The brilliant heartbreak emerges through Jenna's posthumous dream visit to say goodbye after her suicide by vodka and Xanax—a devastating end that forces Ella to confront the cruel reality that sometimes love isn't enough to save someone from their own demons.
What makes the chapter so emotionally complex is how Brandt balances profound grief with supernatural wonder when Helena channels Jenna's spirit at the funeral, providing closure for the grandmother who feels guilty about being 'embarrassed' by her troubled grandchild.
The two-year time jump reveals how the girls have evolved: seventeen now, driving government-modified bulletproof Land Rovers that earn them the 'Rich Bitches' reputation, with Ella focusing on college credits while avoiding dating, Roxanna breaking hearts while deepening her faith, and Helena struggling with needy friends who drain her empathic abilities.

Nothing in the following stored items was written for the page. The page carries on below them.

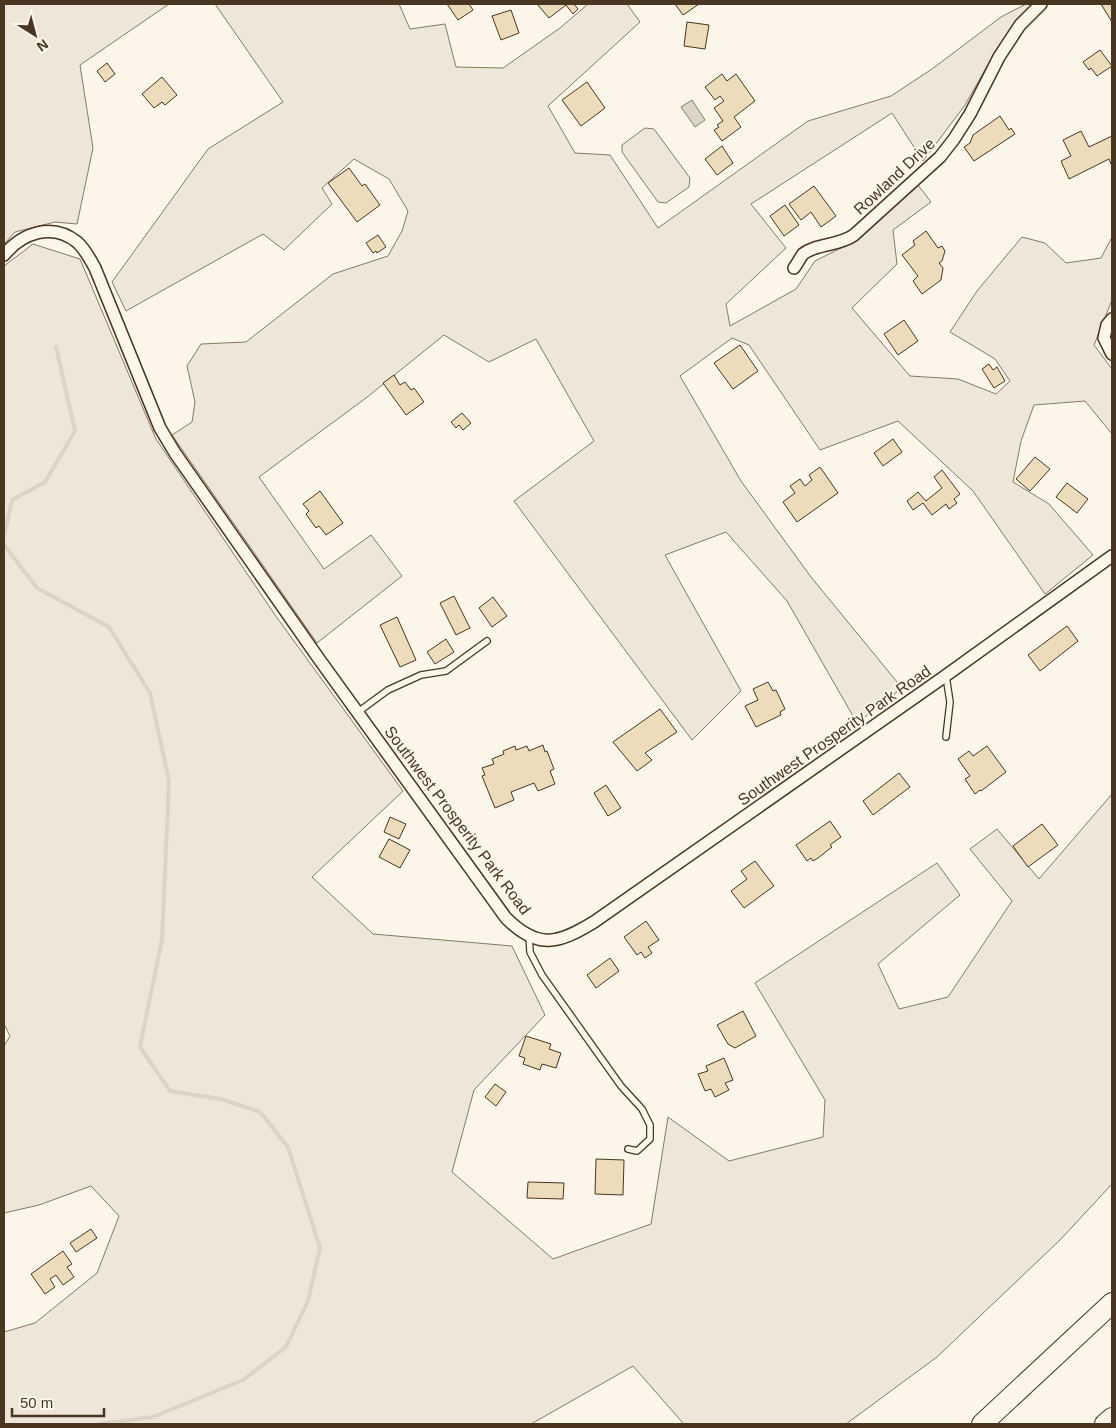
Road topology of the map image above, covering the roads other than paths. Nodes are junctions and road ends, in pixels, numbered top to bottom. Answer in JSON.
{"nodes":[{"id":1,"x":1041,"y":4,"type":"edge"},
{"id":2,"x":4,"y":255,"type":"edge"},
{"id":3,"x":794,"y":268,"type":"dead end"},
{"id":4,"x":1112,"y":319,"type":"edge"},
{"id":5,"x":1112,"y":354,"type":"edge"},
{"id":6,"x":1112,"y":556,"type":"edge"},
{"id":7,"x":487,"y":641,"type":"dead end"},
{"id":8,"x":946,"y":676,"type":"junction"},
{"id":9,"x":358,"y":712,"type":"junction"},
{"id":10,"x":946,"y":738,"type":"dead end"},
{"id":11,"x":529,"y":936,"type":"junction"},
{"id":12,"x":628,"y":1149,"type":"dead end"},
{"id":13,"x":1112,"y":1303,"type":"edge"},
{"id":14,"x":1112,"y":1418,"type":"edge"},
{"id":15,"x":982,"y":1424,"type":"edge"},
{"id":16,"x":1105,"y":1424,"type":"edge"}],
"edges":[{"from":1,"to":3,"type":"street","name":"Rowland Drive"},
{"from":2,"to":9,"type":"street","name":"Southwest Prosperity Park Road"},
{"from":4,"to":5,"type":"street"},
{"from":6,"to":8,"type":"street","name":"Southwest Prosperity Park Road"},
{"from":7,"to":9,"type":"lane"},
{"from":8,"to":10,"type":"lane"},
{"from":8,"to":11,"type":"street","name":"Southwest Prosperity Park Road"},
{"from":9,"to":11,"type":"street","name":"Southwest Prosperity Park Road"},
{"from":11,"to":12,"type":"lane"},
{"from":13,"to":15,"type":"highway"},
{"from":14,"to":16,"type":"highway"}]}
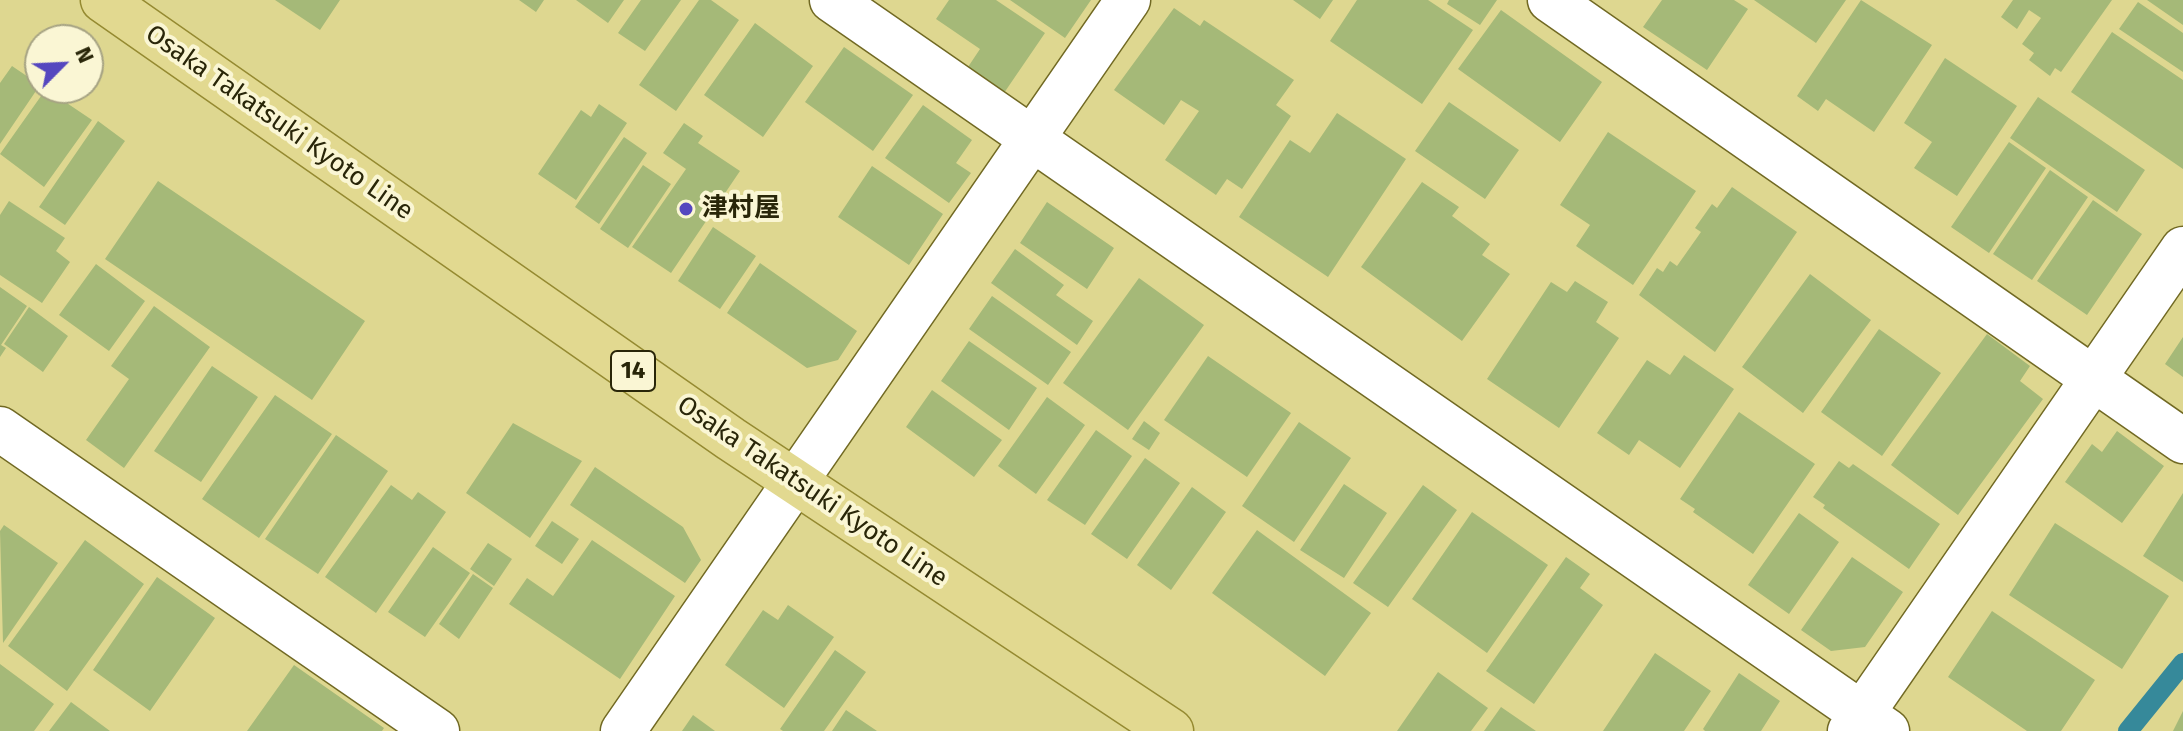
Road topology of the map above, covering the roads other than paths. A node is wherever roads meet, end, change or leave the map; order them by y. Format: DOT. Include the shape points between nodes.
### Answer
graph roads {
  1 [pos="103,0"];
  2 [pos="832,0"];
  3 [pos="1128,0"];
  4 [pos="1550,0"];
  5 [pos="1033,137"];
  6 [pos="2183,249"];
  7 [pos="2095,378"];
  8 [pos="0,429"];
  9 [pos="2183,441"];
  10 [pos="795,483"];
  11 [pos="1867,725"];
  12 [pos="437,731"];
  13 [pos="623,731"];
  14 [pos="1171,731"];
  1 -- 10 [label="main road, Osaka Takatsuki Kyoto Line / 14"];
  2 -- 5 [label="street"];
  3 -- 5 [label="street"];
  4 -- 7 [label="street"];
  5 -- 10 [label="street"];
  5 -- 11 [label="street"];
  6 -- 7 [label="street"];
  7 -- 9 [label="street"];
  7 -- 11 [label="street"];
  8 -- 12 [label="street"];
  10 -- 13 [label="street"];
  10 -- 14 [label="main road, Osaka Takatsuki Kyoto Line / 14"];
}
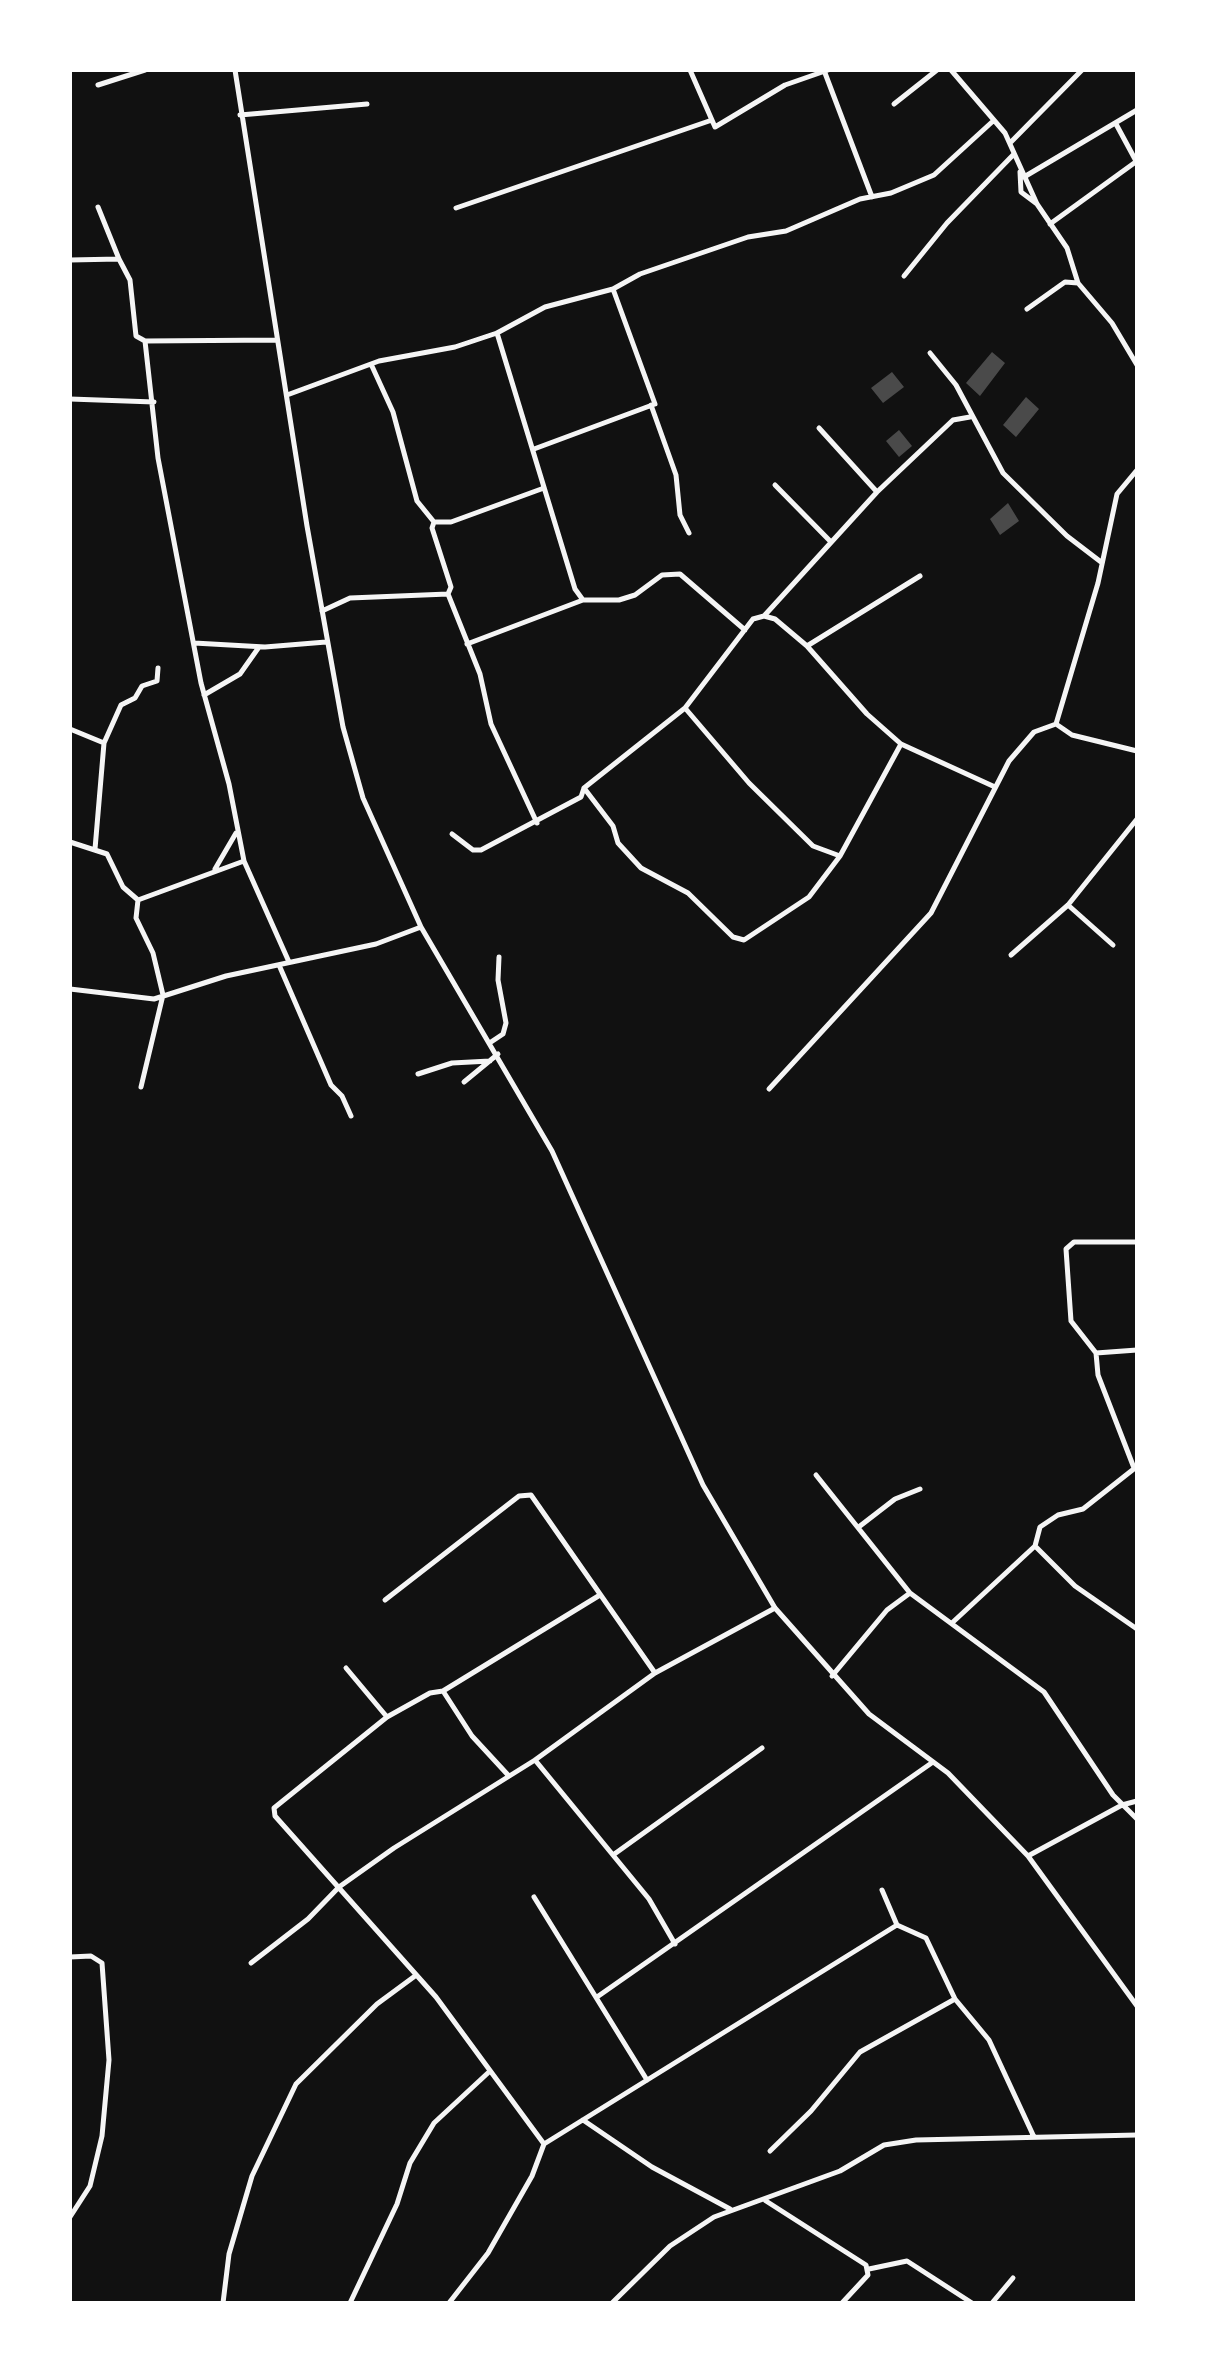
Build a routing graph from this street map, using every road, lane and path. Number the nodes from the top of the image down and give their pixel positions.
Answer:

But the real genius unfolds through the stunning revelation that comes via mysterious blonde Asherina—a telepathic member of humanity's forgotten underground cousins who've been hiding for half a million years since Homo sapiens wiped out competing human species through violence and cannibalism.
The chapter's profound scope emerges through Asherina's explanation of cyclical solar catastrophes that require underground survival, her people's moral struggle over whether to save the surface dwellers who would eventually destroy them, and her generation's radical plan to create hybrid children who might bridge the gap between violent surface humans and peaceful underground dwellers.
Brandt brilliantly balances cosmic revelation with intimate family moments when Asherina introduces her surface-dwelling husband Dany and baby Chessa in their beautiful hobbit-like underground city, while Helena immediately falls in love with the idea of hybrid babies and Ella recognizes that pooling resources might finally make their tunnel-building survival plans feasible.
The chapter ends with perfect emotional resonance through Ella's diary entry—her raw grief over God letting 'a little girl be born just to suffer,' her uncertainty about trusting these potentially trickster telepaths, and her practical worry about Commander Beaker's reaction to their newest crew member—a haunting meditation on how first contact often comes through personal tragedy, and how the most profound revelations about human history might emerge not through grand announcements but through chance meetings in the woods after burying someone you couldn't save.